Le quartier chinois de Victoria a été désigné lieu historique national du Canada parce que: il est le plus vieux quartier chinois subsistant au Canada; il était le plus grand centre urbain à population chinoise au Canada dans la première décennie du XXe siècle; il est un des rares quartiers chinois d’Amérique du Nord à avoir gardé un ensemble uni d’une grande valeur patrimoniale dans lequel dominent les édifices historiques.

La valeur patrimoniale de ce lieu tient à la collection de structures différentes à l’intérieur du quartier, à leurs relations spatiales, et au rôle continu qu’il joue dans les activités commerciales, sociales et institutionnelles de la communauté canadienne d’origine chinoise.

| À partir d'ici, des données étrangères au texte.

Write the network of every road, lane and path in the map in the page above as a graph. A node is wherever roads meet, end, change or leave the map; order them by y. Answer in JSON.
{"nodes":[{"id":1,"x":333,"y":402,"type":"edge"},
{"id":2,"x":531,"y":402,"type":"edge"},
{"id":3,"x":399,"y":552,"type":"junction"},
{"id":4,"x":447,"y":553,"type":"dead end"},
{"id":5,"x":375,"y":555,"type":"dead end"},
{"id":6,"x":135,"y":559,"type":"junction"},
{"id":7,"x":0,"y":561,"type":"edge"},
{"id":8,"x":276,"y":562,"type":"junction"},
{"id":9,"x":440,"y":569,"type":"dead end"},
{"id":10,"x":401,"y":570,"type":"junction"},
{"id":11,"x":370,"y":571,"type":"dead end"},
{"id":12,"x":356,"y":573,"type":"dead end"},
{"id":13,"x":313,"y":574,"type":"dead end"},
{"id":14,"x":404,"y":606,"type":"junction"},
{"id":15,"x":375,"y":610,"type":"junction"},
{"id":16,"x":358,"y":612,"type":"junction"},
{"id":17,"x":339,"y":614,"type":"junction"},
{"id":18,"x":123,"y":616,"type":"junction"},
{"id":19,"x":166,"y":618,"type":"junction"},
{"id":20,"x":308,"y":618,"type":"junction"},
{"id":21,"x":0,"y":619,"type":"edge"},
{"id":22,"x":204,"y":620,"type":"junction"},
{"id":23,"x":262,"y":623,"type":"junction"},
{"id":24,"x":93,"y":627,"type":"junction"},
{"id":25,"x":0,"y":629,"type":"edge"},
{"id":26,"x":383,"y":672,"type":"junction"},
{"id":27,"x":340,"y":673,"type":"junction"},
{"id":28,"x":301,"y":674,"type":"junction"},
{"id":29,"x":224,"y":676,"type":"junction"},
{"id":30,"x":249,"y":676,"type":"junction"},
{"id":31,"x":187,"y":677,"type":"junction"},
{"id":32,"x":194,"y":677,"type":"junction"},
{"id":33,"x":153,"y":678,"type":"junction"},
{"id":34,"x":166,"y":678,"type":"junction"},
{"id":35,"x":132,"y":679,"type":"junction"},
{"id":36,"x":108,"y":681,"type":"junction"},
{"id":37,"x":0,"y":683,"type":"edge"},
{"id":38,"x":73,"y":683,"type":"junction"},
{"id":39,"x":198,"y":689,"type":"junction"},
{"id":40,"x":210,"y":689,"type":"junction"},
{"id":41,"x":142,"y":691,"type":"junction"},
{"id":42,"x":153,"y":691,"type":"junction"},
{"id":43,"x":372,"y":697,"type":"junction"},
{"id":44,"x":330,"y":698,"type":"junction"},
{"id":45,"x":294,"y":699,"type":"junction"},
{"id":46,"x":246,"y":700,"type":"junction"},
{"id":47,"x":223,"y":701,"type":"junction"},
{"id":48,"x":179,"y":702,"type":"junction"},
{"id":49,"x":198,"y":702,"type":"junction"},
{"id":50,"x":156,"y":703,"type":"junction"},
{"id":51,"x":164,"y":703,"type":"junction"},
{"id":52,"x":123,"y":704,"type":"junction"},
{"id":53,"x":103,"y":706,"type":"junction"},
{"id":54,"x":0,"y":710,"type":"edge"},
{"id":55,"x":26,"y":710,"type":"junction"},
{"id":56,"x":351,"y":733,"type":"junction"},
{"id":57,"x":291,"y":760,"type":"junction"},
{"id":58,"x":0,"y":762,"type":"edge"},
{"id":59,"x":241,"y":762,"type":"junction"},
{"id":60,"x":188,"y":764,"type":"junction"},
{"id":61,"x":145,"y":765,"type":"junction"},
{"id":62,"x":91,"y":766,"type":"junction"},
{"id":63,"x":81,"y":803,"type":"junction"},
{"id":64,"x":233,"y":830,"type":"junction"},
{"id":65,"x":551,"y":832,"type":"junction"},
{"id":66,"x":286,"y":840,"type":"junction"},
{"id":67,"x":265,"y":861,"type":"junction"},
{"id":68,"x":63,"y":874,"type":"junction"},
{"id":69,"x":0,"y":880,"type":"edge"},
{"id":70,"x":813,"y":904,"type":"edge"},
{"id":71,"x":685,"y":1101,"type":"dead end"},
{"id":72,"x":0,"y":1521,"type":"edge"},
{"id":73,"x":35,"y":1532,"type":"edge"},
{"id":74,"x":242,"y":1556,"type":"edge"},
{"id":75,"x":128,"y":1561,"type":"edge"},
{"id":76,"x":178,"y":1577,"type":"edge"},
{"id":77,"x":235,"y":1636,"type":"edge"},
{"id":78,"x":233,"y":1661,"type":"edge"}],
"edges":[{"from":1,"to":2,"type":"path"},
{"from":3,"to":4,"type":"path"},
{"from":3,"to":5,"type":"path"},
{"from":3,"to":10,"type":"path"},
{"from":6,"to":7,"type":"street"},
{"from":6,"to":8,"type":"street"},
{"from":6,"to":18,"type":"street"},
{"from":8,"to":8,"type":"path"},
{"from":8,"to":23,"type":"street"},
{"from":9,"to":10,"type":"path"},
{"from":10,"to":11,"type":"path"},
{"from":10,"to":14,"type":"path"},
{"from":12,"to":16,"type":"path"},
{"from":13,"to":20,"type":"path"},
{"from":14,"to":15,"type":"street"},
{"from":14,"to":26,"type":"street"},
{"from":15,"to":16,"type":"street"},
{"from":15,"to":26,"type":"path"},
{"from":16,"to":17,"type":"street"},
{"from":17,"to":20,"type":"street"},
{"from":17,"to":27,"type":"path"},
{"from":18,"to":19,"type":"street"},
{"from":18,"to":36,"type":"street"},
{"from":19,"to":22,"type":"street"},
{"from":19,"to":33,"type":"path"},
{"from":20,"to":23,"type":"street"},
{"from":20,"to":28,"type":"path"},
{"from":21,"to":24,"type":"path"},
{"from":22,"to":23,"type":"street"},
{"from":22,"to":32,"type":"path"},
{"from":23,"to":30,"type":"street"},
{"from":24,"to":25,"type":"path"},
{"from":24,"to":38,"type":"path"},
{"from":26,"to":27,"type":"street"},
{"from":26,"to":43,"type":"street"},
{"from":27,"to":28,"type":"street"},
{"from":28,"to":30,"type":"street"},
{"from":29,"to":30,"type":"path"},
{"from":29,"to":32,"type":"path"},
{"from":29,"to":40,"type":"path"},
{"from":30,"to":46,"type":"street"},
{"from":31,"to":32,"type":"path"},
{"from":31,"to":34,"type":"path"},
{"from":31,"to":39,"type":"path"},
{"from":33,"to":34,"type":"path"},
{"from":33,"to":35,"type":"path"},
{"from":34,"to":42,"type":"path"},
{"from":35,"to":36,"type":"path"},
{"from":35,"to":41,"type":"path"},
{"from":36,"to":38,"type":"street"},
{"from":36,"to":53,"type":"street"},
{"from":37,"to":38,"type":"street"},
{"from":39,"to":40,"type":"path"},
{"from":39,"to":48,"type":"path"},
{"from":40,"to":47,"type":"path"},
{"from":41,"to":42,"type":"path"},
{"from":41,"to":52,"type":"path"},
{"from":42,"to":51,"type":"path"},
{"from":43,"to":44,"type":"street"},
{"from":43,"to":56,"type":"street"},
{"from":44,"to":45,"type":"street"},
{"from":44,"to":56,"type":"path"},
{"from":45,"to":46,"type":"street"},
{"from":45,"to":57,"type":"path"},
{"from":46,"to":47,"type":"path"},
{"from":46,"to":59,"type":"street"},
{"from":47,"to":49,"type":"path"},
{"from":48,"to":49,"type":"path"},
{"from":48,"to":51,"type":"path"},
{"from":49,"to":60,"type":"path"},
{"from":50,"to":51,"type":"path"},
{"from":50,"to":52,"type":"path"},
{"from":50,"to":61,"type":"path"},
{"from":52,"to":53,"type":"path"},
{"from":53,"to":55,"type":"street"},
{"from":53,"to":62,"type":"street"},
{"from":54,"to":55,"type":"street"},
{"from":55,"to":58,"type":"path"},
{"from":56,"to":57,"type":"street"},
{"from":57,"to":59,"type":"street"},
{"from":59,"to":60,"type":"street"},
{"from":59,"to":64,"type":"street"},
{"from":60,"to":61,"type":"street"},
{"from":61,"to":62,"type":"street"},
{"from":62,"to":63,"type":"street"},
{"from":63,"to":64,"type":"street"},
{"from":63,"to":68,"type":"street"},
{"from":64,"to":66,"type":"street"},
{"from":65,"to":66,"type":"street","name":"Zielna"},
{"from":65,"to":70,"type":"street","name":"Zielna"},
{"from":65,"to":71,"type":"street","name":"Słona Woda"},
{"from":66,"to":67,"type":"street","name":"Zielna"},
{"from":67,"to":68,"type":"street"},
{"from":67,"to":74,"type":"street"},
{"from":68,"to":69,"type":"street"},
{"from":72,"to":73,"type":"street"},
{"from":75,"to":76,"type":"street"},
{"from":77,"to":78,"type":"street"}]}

Il souligne le fait que, pendant presque trois décennies avant que le Canadien Pacifique Limitée soit terminé, Victoria était le premier port d’entrée de la plupart des immigrants chinois et qu’il est resté une enclave importante jusqu’après la Deuxième Guerre mondiale.

Source: Procès-verbal de la Commission des lieux et monuments historiques du Canada de novembre 1995.

Éléments caractéristiques

Voici les principales caractéristiques qui contribuent à la valeur patrimoniale de ce site :
le plan, qui incorpore le réseau standard des pâtés de maisons urbains avec des allées intérieures communicantes; l’emplacement de la plupart des édifices près du trottoir, généralement juxtaposés; des immeubles locatifs en brique de plain-pied ou à deux étages à l’intérieur d’une zone intérieure centrale; la prédominance des constructions en brique; la masse rectiligne des édifices au toit plat de deux à trois étages d’inspiration italianisante, avec de larges vitrines au rez-de-chaussée, et des entrées de porte ouvrant à l’origine sur des balcons aux étages supérieurs; les balcons qui subsistent; l’utilisation occasionnelle des motifs chinois, y compris des avant-toits et des tuiles posés à l’envers, et des détails comme les ornements des toits, les dômes, les parapets en saillie, le métal pressé des corniches et des mâts porte-drapeau; les dessins plus complexes du XXe siècle, comme le montrent la Chinese Public School avec sa masse carrée complexe et son balcon décoré, ses avant-toits retournés en surplomb avec un encadrement très travaillé et une lanterne pagode sur le toit, et l’édifice de la Gee Tuck Tong Benevolent Association avec son balcon suspendu à l’étage supérieur et la « cheater storey » insérée entre le rez-de-chaussée et le premier étage; les édifices postérieurs à 1900 avec un couloir interne pour accéder à la zone intérieure centrale; le renforcement des édifices de la fin du XXe siècle, y compris le Chinatown Care Centre et l’ensemble résidentiel Chung Wah Mansion.